Nous avons organisé trois séances de restitution des résultats. La première, uniquement réservée aux participants à l’étude, se faisait au fur et à mesure que nous avions les résultats des analyses de laboratoire. Chaque sujet recevait la visite du médecin de l’équipe qui lui retournait ses résultats, notamment le poids, la taille, l’état nutritionnel selon l’IMC, la valeur de la tension artérielle, les lipides et le glucose. Le formulaire de restitution de résultats était utilisé à cet effet (Annexe VIII). Le médecin commentait les

résultats individuels en présence de chaque sujet et remettait à ce dernier une fiche de référence vers un centre de santé si une anomalie métabolique état décelée (Annexe VIII).

La seconde restitution des résultats a été faite en avril 2007 à Ouidah en présence des participants à l’étude, des membres de leur famille et des autorités locales des quartiers, villages et arrondissements de Ouidah. L’objectif de cette restitution était de sensibiliser la population en général sur certains facteurs de risque de MCV en plus de présenter les données sur ces facteurs parmi les participants appartenant à leur milieu de résidence.

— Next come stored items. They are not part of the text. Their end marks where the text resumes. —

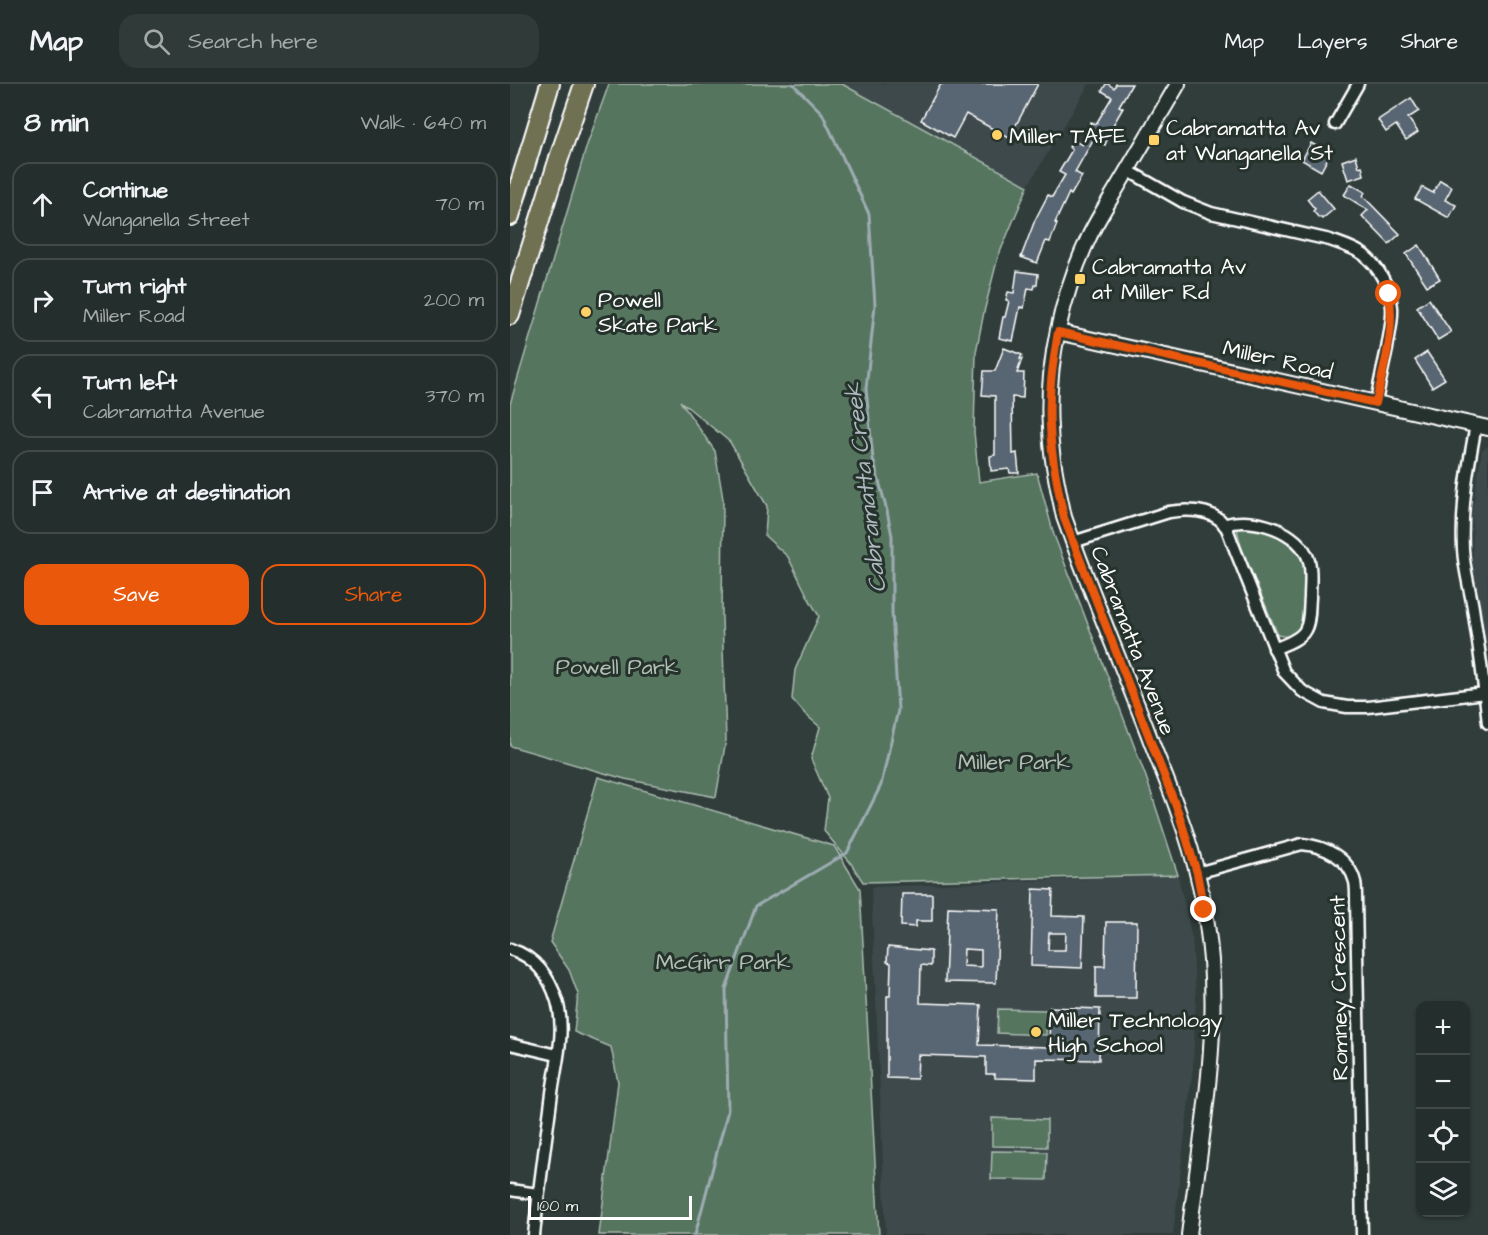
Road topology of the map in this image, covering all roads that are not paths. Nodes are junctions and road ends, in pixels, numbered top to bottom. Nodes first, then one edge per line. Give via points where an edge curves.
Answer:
1 (550, 84) edge
2 (584, 84) edge
3 (1178, 84) edge
4 (1358, 84) edge
5 (1335, 124) dead end
6 (1127, 170) junction
7 (510, 216) edge
8 (510, 315) edge
9 (1058, 332) junction
10 (1376, 403) junction
11 (1482, 426) edge
12 (1224, 525) junction
13 (1072, 542) junction
14 (1274, 649) junction
15 (1485, 693) junction
16 (1488, 723) edge
17 (1197, 873) junction
18 (510, 949) edge
19 (510, 1044) edge
20 (557, 1055) junction
21 (510, 1190) edge
22 (538, 1194) junction
23 (534, 1235) edge
24 (1189, 1235) edge
25 (1362, 1235) edge

1 - 7 main road
2 - 8 main road
3 - 6 street, Cabramatta Avenue
4 - 5 street
6 - 9 street, Cabramatta Avenue via 1081,255
6 - 10 street via 1211,213 1330,240 1363,254 1381,277 1392,310
9 - 10 street, Miller Road
9 - 13 street, Cabramatta Avenue via 1050,385 1050,428 1056,478
10 - 11 street, Miller Road
11 - 15 street via 1465,481 1463,530
12 - 13 street via 1201,512 1179,510
12 - 14 street
12 - 14 street via 1245,521 1286,533 1298,543 1310,563 1305,630
13 - 17 street, Cabramatta Avenue via 1179,814
14 - 15 street via 1292,682 1324,703 1368,708
15 - 16 street
17 - 24 street, Cabramatta Avenue via 1213,998 1210,1073
17 - 25 street, Romney Crescent via 1302,844 1335,854 1351,873 1356,897
18 - 20 street via 538,966 550,982 558,1003 561,1032
19 - 20 street
20 - 22 street
21 - 22 street
22 - 23 street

La troisième restitution des résultats a été faite à Cotonou en octobre 2007 en présence des représentants du Ministère de la santé publique, des professeurs et chercheurs de l’Université d’Abomey-Calavi du Bénin, de l’ensemble de la communauté scientifique et des représentants de la société civile incluant les participants à l’étude et les médias. Cette restitution visait à atteindre un public plus large et plus éduqué, notamment les décideurs, en vue de les informer non seulement des résultats obtenus, mais du risque possible d’aggravation des facteurs de risque en cas d’inaction ou de non mise en place de mesure de prévention.

Les dossiers des participants (questionnaire, formulaires, résultats des analyses de laboratoire) sont conservés dans les locaux de l’ISBA au Bénin et de TRANSNUT au Canada (Université de Montréal) pour une période de 5 ans après la fin de l'étude. Les données collectées ont été codées pour les analyses statistiques et font l’objet de la thèse actuelle du doctorat de l’auteur. Ces données sont aussi utilisées à des fins de formation des étudiants ou pour d’autres recherches académiques. Les résultats des analyses sont et seront publiés dans des revues scientifiques spécialisées ou générales sans détails qui permettraient d’identifier les participants. Ces résultats pourront aussi être présentés à des congrès scientifiques ou utilisés pour développer des outils de surveillance et de prévention contre les maladies chroniques. Une copie de la thèse de doctorat de l’auteur sera mise à la disposition du Ministère de la santé publique du Bénin et des collaborateurs locaux, en l’occurrence l’ISBA et l’IRSP, pour les informer des principaux résultats obtenus et des recommandations formulées le cas échéant.